#### Given entries
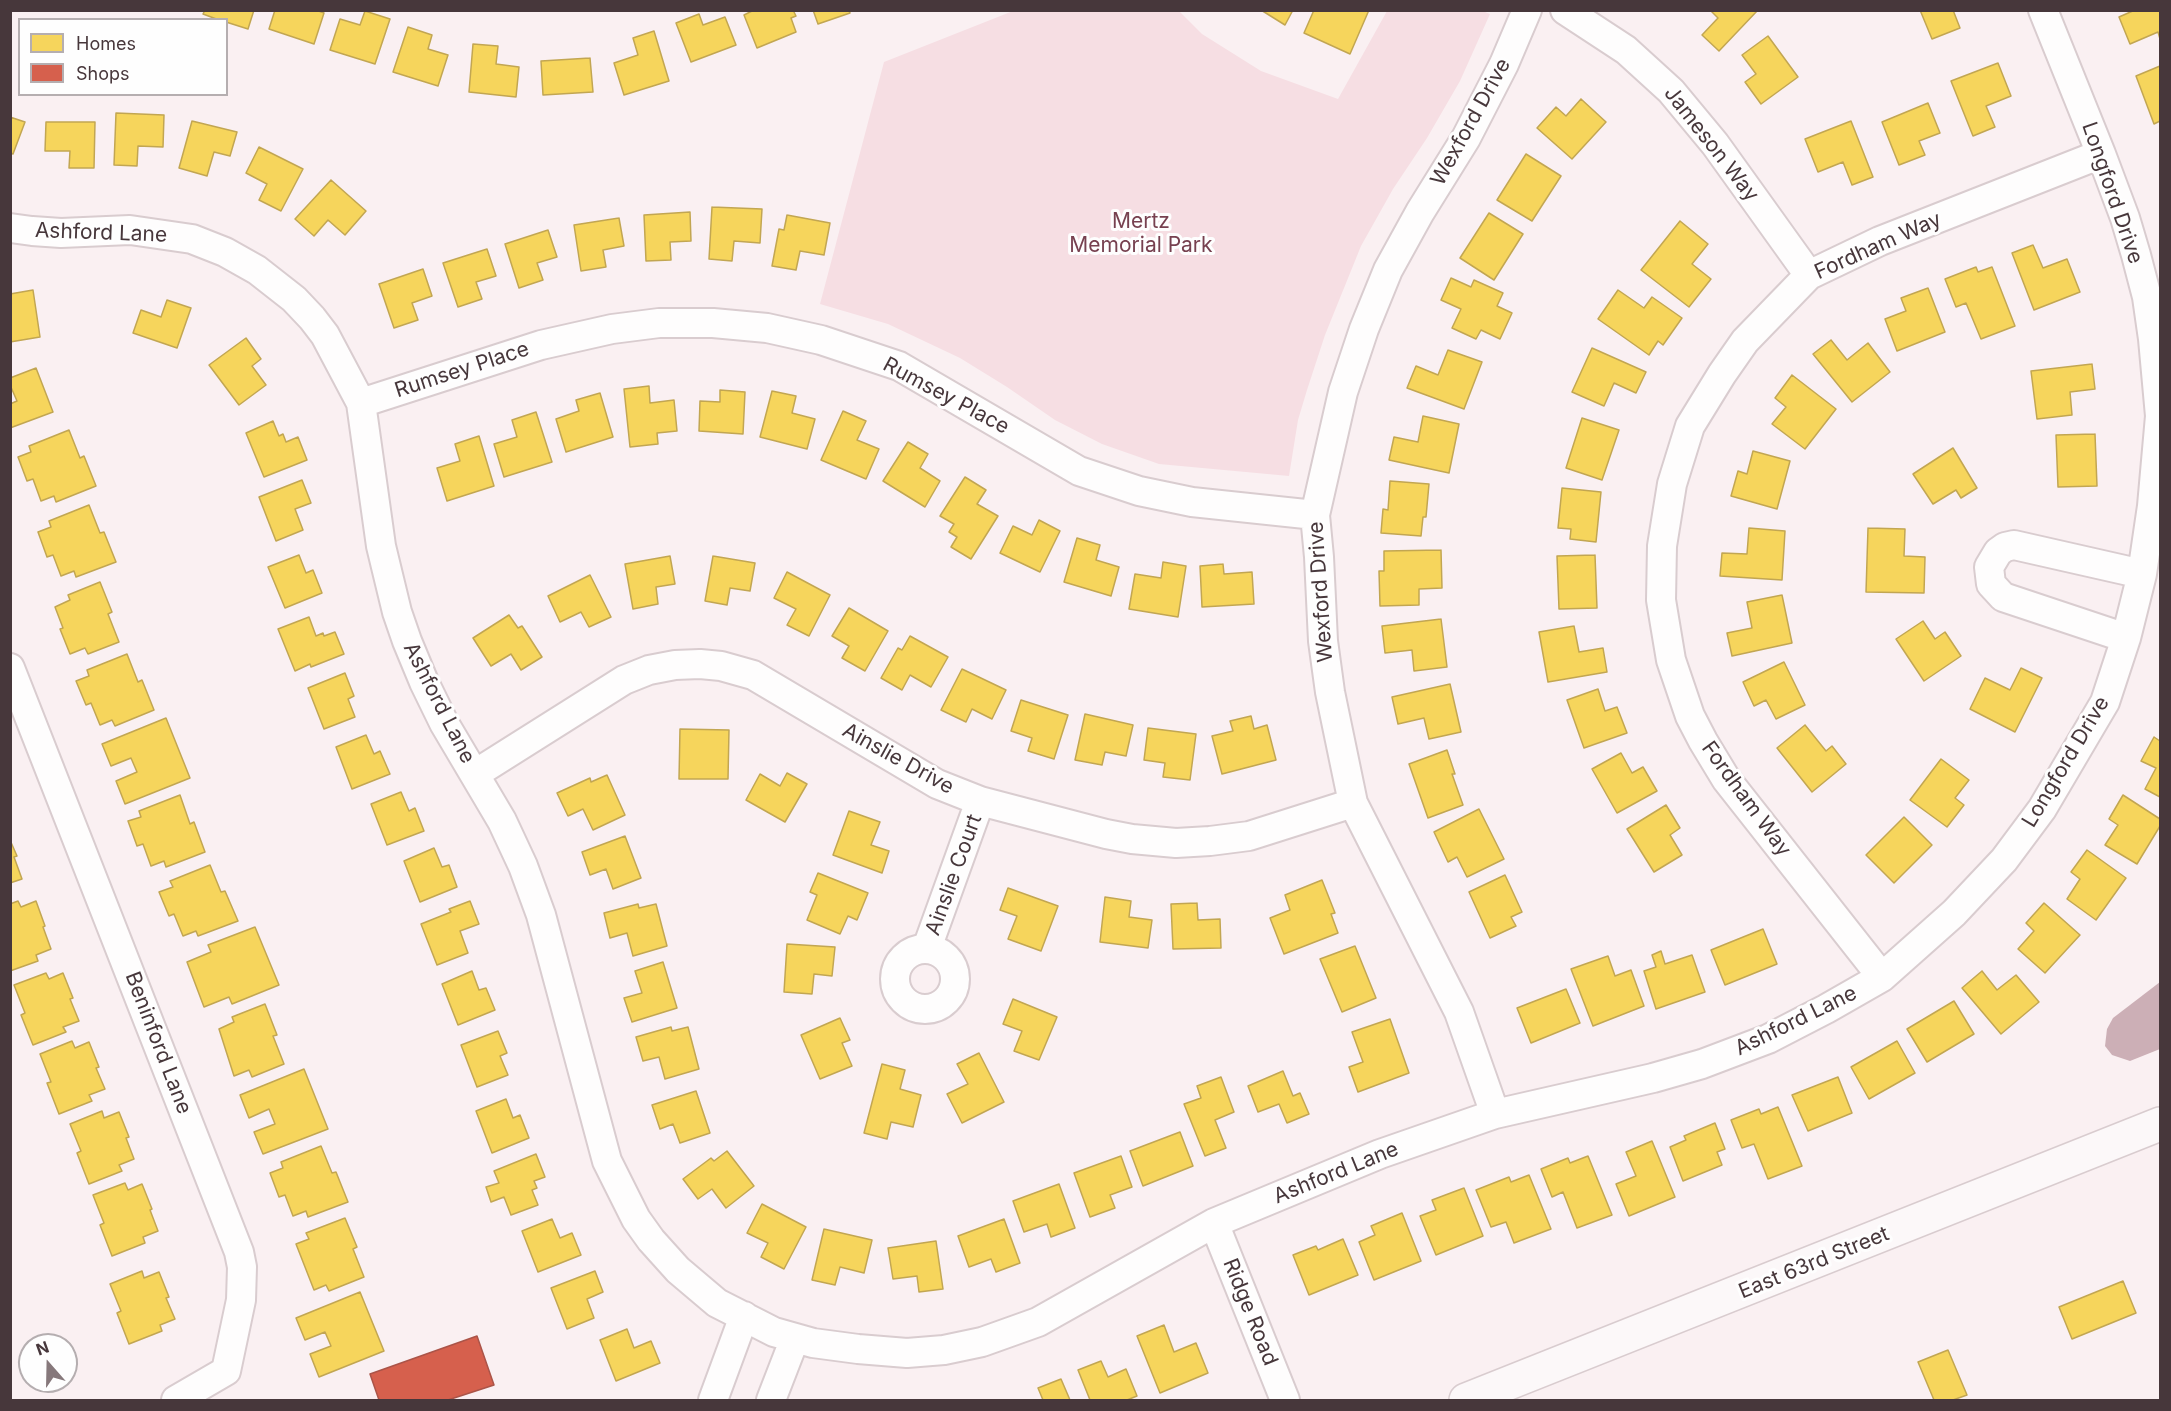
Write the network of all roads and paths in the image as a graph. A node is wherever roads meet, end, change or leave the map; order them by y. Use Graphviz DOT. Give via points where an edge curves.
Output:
graph roads {
  1 [pos="1527,10"];
  2 [pos="1565,10"];
  3 [pos="2043,10"];
  4 [pos="2101,154"];
  5 [pos="10,228"];
  6 [pos="1809,275"];
  7 [pos="361,403"];
  8 [pos="1315,515"];
  9 [pos="2142,574"];
  10 [pos="2127,638"];
  11 [pos="10,668"];
  12 [pos="475,774"];
  13 [pos="980,801"];
  14 [pos="1353,803"];
  15 [pos="927,948"];
  16 [pos="1882,977"];
  17 [pos="1495,1114"];
  18 [pos="2160,1124"];
  19 [pos="1214,1223"];
  20 [pos="744,1316"];
  21 [pos="795,1338"];
  22 [pos="176,1401"];
  23 [pos="713,1401"];
  24 [pos="771,1401"];
  25 [pos="1285,1401"];
  26 [pos="1467,1401"];
  1 -- 8 [label="street, Wexford Drive" via="1466,138 1388,270 1343,392"];
  2 -- 6 [label="street, Jameson Way" via="1626,50 1671,91 1716,144"];
  3 -- 4 [label="street, Longford Drive"];
  4 -- 6 [label="street, Fordham Way" via="1880,241"];
  4 -- 9 [label="street, Longford Drive" via="2136,255 2158,380 2160,416"];
  5 -- 7 [label="street, Ashford Lane" via="61,233 130,230 192,239 225,252 281,288 312,318"];
  6 -- 16 [label="street, Fordham Way" via="1745,341 1690,426 1665,519 1661,600 1671,660 1703,741 1726,779"];
  7 -- 8 [label="street, Rumsey Place" via="541,345 612,329 713,323 766,328 821,340 898,366 1079,471 1139,491 1192,502"];
  7 -- 12 [label="street, Ashford Lane" via="381,546 398,612 424,682"];
  8 -- 14 [label="street, Wexford Drive" via="1328,681"];
  9 -- 10 [label="street, Longford Drive"];
  9 -- 10 [label="street" via="2014,545 1998,552 1989,567 1991,584 2003,597"];
  10 -- 16 [label="street, Longford Drive" via="2105,702 2042,809 1975,892"];
  11 -- 22 [label="street, Beninford Lane" via="239,1252 241,1300 226,1371"];
  12 -- 13 [label="street, Ainslie Drive" via="624,680 649,670 700,664 753,675 937,784"];
  12 -- 20 [label="street, Ashford Lane" via="523,866 541,915 607,1161 625,1200 651,1240 678,1270 717,1303"];
  13 -- 14 [label="street, Ainslie Drive" via="1106,834 1176,843 1249,836"];
  13 -- 15 [label="street, Ainslie Court"];
  14 -- 17 [label="street, Wexford Drive" via="1459,1012"];
  16 -- 17 [label="street, Ashford Lane" via="1797,1024 1729,1055 1653,1078"];
  17 -- 19 [label="street, Ashford Lane" via="1380,1154"];
  18 -- 26 [label="main road, East 63rd Street"];
  19 -- 21 [label="street, Ashford Lane" via="1060,1311 982,1342 907,1353"];
  19 -- 25 [label="street, Ridge Road"];
  20 -- 21 [label="street, Ashford Lane"];
  20 -- 23 [label="street"];
  21 -- 24 [label="street"];
}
########
Exercise requirements: Copy out the lines of the records above in which the string "Ainslie" appears.

Answer space:
  12 -- 13 [label="street, Ainslie Drive" via="624,680 649,670 700,664 753,675 937,784"];
  13 -- 14 [label="street, Ainslie Drive" via="1106,834 1176,843 1249,836"];
  13 -- 15 [label="street, Ainslie Court"];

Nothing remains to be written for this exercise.